Para o sociólogo e coordenador do Núcleo de Estudos da Violência da Universidade Federal do Paraná (UFPR), Pedro Bodê, manter programas sociais sob a tutela da pasta da segurança é um erro. "Os projetos tendem a ser policialescos", afirma. De acordo com ele, as verbas deveriam ser executadas e gerenciadas por ministérios e secretarias específicas. "Faz parte de um projeto político equivocado permitir que a segurança pública tome a questão social como assunto de polícia", explica.
Divisão
Os recursos do Pronasci são divididos separadamente entre governo do estado e municípios. De acordo com o Ministério da Justiça, R$ 93,3 milhões foram investidos entre 2008 e 2010 no Paraná, entre estado e municípios como Curitiba, Almirante Tamandaré, Araucária, Colombo, Pinhais, Foz do Iguaçu, Piraquara, São José dos Pinhais e Londrina.
Cada cidade nomeia um gestor para administrar os projetos predeterminados pelo Pronasci e que são desenvolvidos pelos municípios. Entre as iniciativas implantadas no estado estão o Mulheres da Paz, o Protejo, o Território da Paz e os Gabinetes de Gestão Integrada, além de reforçar a estrutura das forças de segurança.

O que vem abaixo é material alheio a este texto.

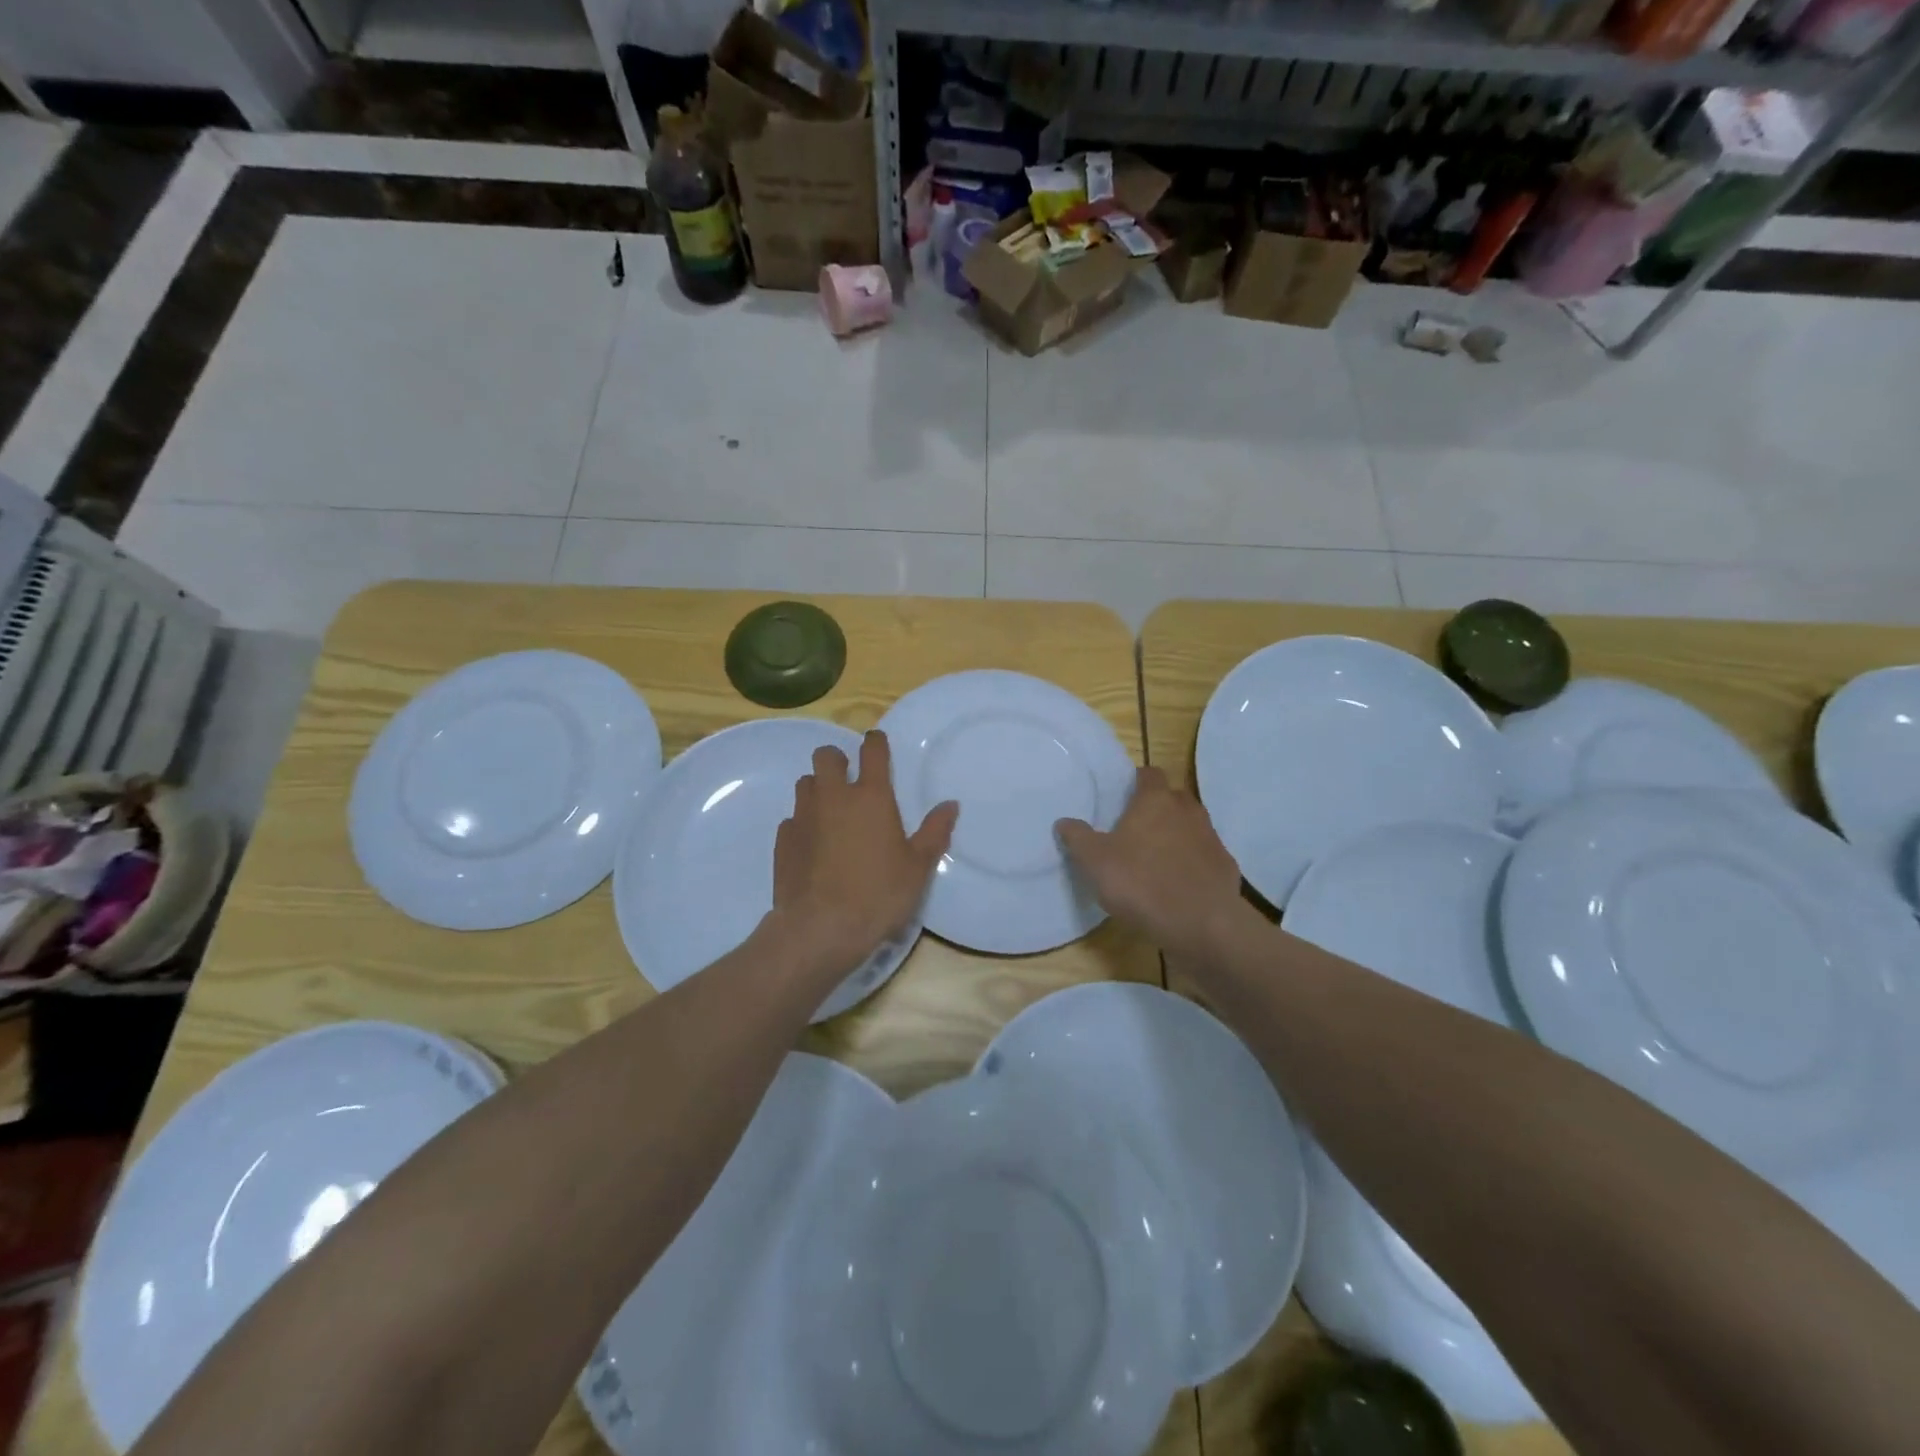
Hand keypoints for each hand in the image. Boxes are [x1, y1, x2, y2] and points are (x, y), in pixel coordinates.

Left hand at [772, 731, 957, 980]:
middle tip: (849, 780)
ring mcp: (803, 816)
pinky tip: (813, 846)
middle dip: (837, 760)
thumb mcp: (918, 867)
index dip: (875, 743)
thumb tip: (950, 805)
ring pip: (805, 783)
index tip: (878, 746)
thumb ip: (935, 832)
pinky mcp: (783, 840)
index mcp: (871, 796)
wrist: (820, 928)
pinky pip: (792, 818)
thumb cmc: (878, 894)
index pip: (872, 750)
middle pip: (826, 756)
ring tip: (831, 813)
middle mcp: (834, 797)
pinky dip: (804, 824)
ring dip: (818, 789)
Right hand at [1056, 767, 1244, 958]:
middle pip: (1173, 798)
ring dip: (1177, 835)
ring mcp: (1211, 838)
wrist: (1201, 923)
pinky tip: (1179, 884)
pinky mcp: (1225, 866)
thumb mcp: (1094, 861)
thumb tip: (1064, 821)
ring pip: (1192, 826)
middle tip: (1136, 828)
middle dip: (1158, 807)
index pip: (1149, 774)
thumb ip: (1077, 838)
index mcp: (1155, 801)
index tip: (1123, 796)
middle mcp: (1187, 811)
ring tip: (1156, 858)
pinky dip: (1193, 863)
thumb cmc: (1141, 882)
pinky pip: (1205, 856)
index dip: (1136, 781)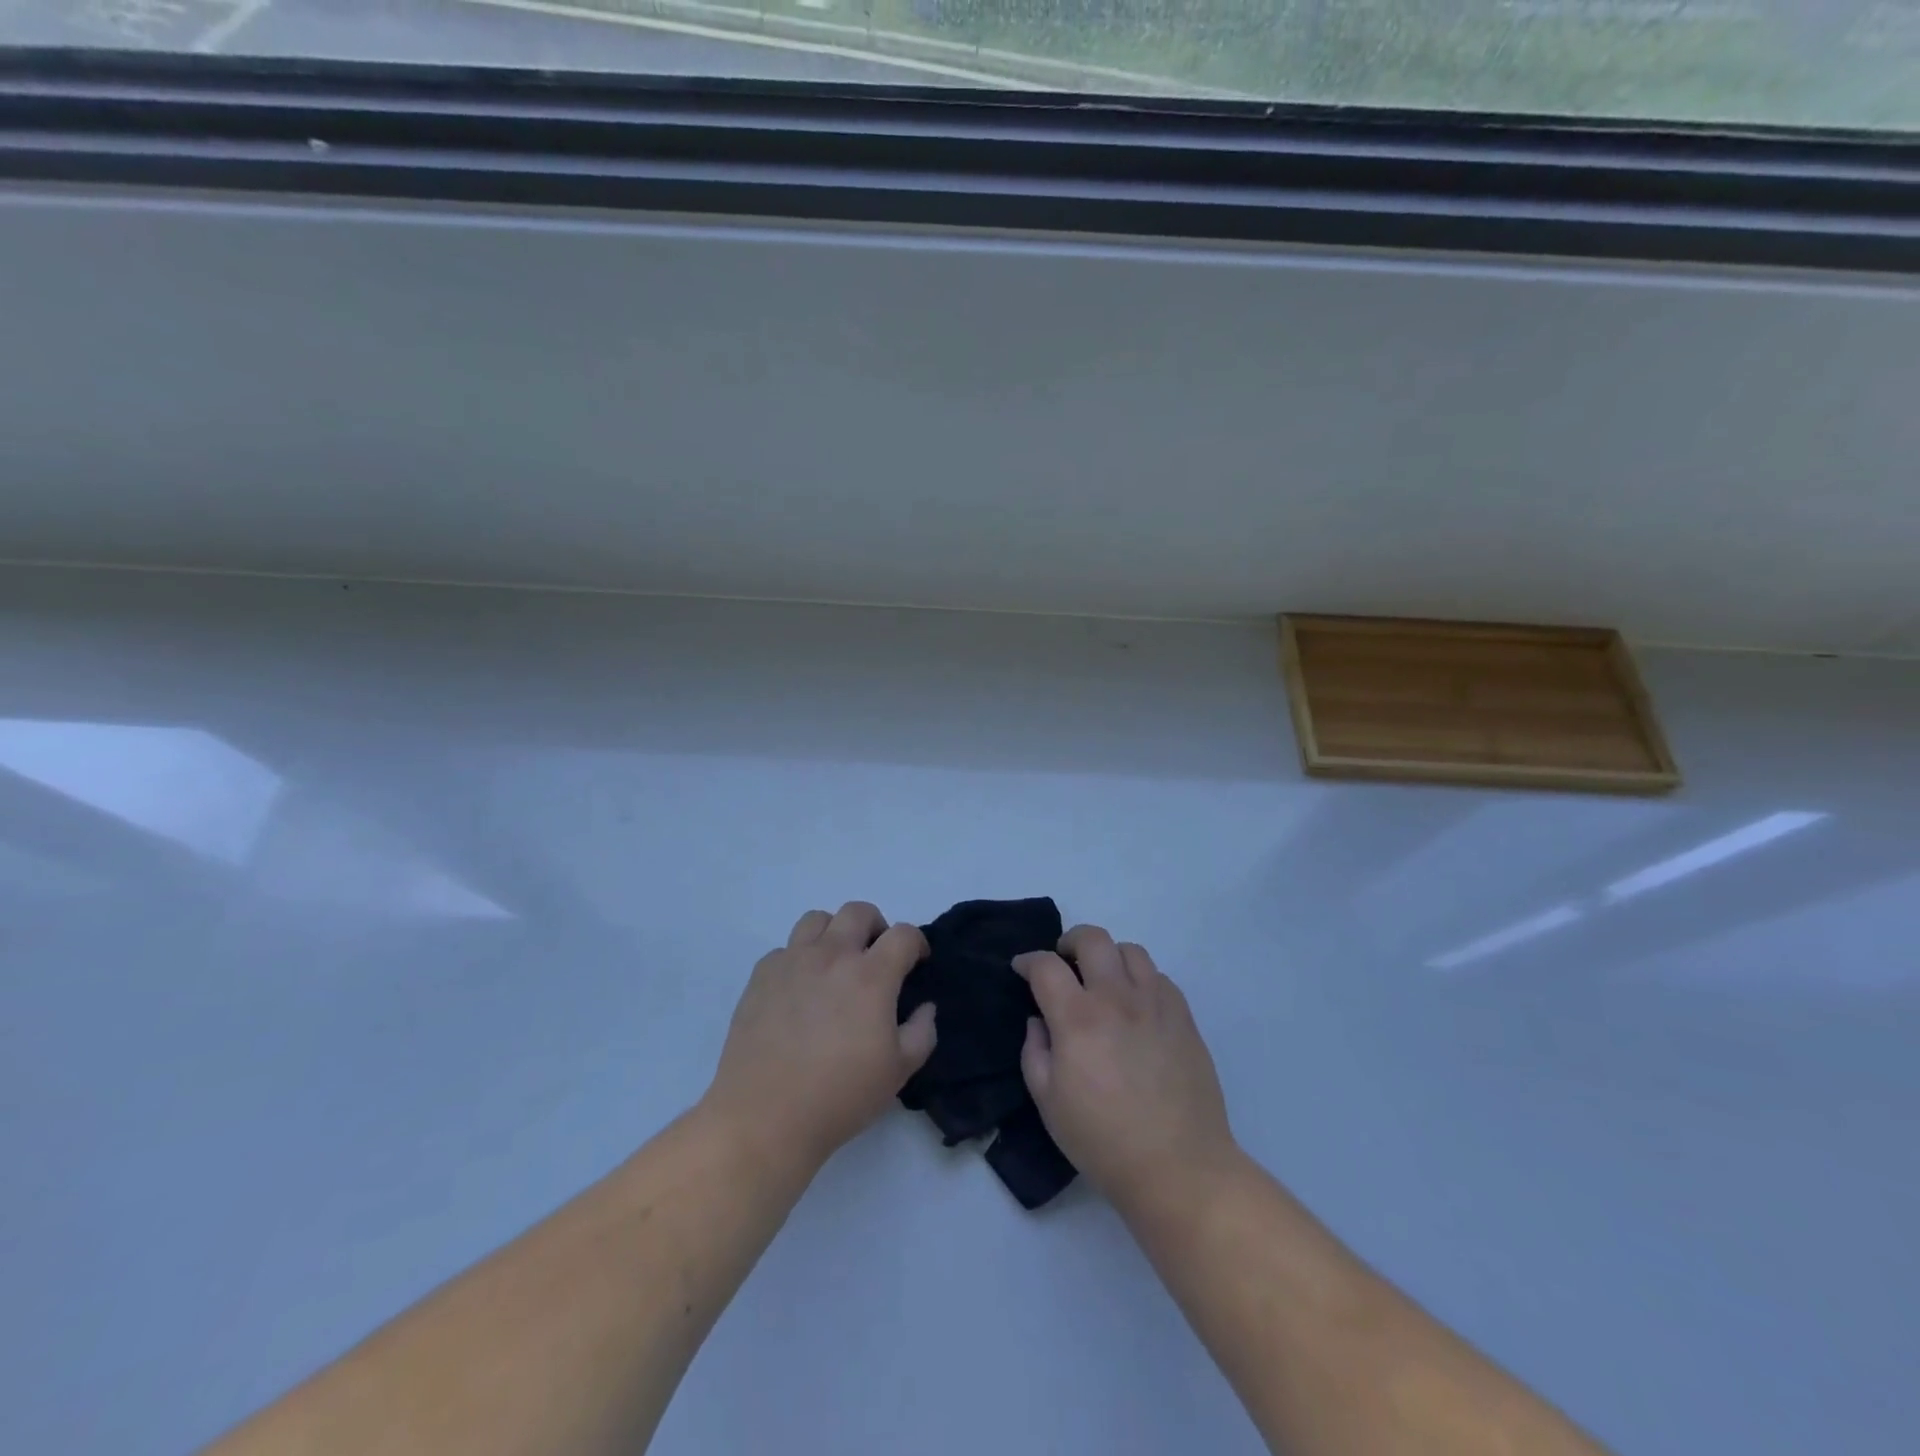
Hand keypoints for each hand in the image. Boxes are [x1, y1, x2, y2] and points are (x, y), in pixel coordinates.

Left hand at [703, 903, 936, 1174]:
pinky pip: (785, 949)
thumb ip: (922, 1031)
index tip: (917, 961)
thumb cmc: (840, 1095)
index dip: (916, 942)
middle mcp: (832, 955)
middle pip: (858, 911)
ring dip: (835, 932)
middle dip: (876, 927)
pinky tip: (800, 990)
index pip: (903, 934)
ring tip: (836, 963)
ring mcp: (793, 961)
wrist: (765, 1116)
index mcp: (871, 975)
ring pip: (817, 919)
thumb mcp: (899, 1071)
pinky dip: (799, 959)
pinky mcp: (761, 976)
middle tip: (876, 957)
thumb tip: (924, 1006)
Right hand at [1015, 926, 1238, 1215]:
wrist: (1178, 1167)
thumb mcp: (1048, 1102)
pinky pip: (1160, 978)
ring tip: (1103, 980)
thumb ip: (1035, 1052)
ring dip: (1109, 957)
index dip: (1028, 961)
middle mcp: (1117, 999)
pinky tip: (1135, 1005)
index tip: (1021, 969)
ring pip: (1131, 951)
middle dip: (1070, 941)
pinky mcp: (1184, 1018)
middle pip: (1093, 939)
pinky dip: (1140, 979)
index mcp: (1078, 1018)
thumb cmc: (1103, 1141)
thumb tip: (1039, 1021)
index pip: (1047, 966)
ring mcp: (1155, 1004)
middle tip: (1063, 962)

Na avaliação do ex-secretário Nacional de Segurança Pública e coronel aposentado da Polícia Militar de São Paulo, José Vicente da Silva Filho, a redução da violência depende da resposta da polícia, evitando a impunidade. "O impacto [do Pronasci] é zero ou muito próximo disso", afirma.
Iniciativa positiva
O presidente do Instituto de Defesa dos Direitos Humanos (Iddeha), Paulo Pedron, considera a iniciativa positiva, mas diz que há deficiências na implantação. "Você não houve falar do Pronasci nas comunidades", afirma. Ele avalia que existe a necessidade de ser mais transparente e começar a envolver a sociedade desde a concepção dos projetos. "Não pode ser um mercado para ganhar dinheiro".
A reportagem procurou o Ministério da Justiça para comentar a devolução de verba feita pelo Paraná, mas não houve retorno.